* [Task statement]:
Images excluded, return every record exactly as it reads.

* [Record set]:
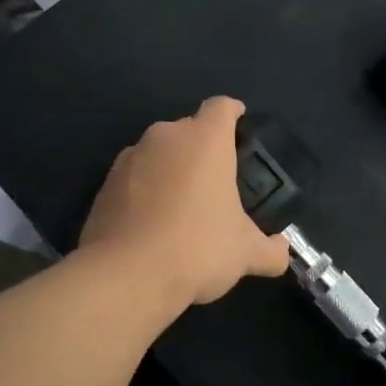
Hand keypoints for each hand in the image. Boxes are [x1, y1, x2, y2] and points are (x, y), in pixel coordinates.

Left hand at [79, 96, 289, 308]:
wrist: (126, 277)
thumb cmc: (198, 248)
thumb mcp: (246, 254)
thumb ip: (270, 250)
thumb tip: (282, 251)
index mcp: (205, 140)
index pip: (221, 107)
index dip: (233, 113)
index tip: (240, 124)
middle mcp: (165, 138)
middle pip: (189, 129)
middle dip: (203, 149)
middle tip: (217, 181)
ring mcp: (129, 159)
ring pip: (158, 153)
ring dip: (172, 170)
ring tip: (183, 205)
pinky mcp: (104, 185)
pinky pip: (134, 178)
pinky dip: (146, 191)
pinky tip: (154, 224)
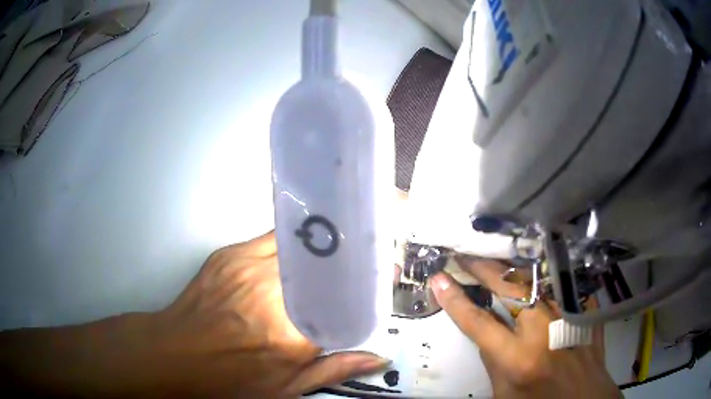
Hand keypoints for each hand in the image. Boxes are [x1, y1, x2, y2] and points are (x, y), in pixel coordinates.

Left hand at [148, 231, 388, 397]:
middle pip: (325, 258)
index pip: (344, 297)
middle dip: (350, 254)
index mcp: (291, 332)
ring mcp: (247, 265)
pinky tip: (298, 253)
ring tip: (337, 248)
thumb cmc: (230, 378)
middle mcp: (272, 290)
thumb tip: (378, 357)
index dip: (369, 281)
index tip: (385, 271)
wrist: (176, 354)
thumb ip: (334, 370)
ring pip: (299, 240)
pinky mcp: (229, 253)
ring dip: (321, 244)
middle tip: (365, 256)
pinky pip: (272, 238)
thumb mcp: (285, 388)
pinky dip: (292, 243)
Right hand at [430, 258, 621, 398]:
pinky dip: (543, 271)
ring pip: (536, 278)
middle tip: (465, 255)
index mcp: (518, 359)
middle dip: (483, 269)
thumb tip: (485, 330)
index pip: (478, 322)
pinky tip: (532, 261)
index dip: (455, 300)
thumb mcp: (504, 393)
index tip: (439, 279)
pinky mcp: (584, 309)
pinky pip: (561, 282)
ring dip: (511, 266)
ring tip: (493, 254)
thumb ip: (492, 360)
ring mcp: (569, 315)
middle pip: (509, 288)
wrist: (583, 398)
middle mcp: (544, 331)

* [Your solution]:
Hand keypoints for each hand in the image. Boxes are [x1, y1, x2, y2] and points are (x, y), in pixel coordinates.

Left hand at [79, 96, 289, 308]:
wrist: (126, 277)
thumb cmc: (198, 248)
thumb mcp: (246, 254)
thumb ip: (270, 250)
thumb tip: (282, 251)
index mcp: (205, 140)
index pip: (221, 107)
index dip: (233, 113)
index tip: (240, 124)
middle mcp: (165, 138)
middle pip: (189, 129)
middle dip: (203, 149)
middle tip: (217, 181)
ring mcp: (129, 159)
ring pip: (158, 153)
ring dip: (172, 170)
ring tip: (183, 205)
pinky mcp: (104, 185)
pinky pip: (134, 178)
pinky dip: (146, 191)
pinky tip: (154, 224)
Hand keypoints for each hand in the image. Boxes are [x1, y1, x2, y2] and points are (x, y), in pixel coordinates.

Left hand at [148, 231, 388, 397]:
middle pip: (325, 258)
index pip: (344, 297)
middle dip: (350, 254)
index mcp: (291, 332)
ring mcp: (247, 265)
pinky tip: (298, 253)
ring tip: (337, 248)
thumb cmc: (230, 378)
middle mcp: (272, 290)
thumb tip: (378, 357)
index dip: (369, 281)
index tip: (385, 271)
wrist: (176, 354)
thumb ip: (334, 370)
ring pip: (299, 240)
pinky mcp: (229, 253)
ring dip: (321, 244)
middle tip: (365, 256)
pinky pip: (272, 238)
thumb mcp: (285, 388)
pinky dip: (292, 243)
Right hand at [430, 258, 621, 398]:
pinky dip: (543, 271)
ring pip: (536, 278)
middle tip: (465, 255)
index mcp: (518, 359)
middle dip: (483, 269)
thumb tip: (485, 330)
index pip: (478, 322)
pinky tip: (532, 261)
index dip: (455, 300)
thumb mcp: (504, 393)
index tip: (439, 279)
pinky mcp: (584, 309)
pinky pip: (561, 282)
ring dip: (511, 266)
ring tip: (493, 254)
thumb ip: (492, 360)
ring mcp: (569, 315)
middle pip: (509, 288)
wrist: (583, 398)
middle mcp: (544, 331)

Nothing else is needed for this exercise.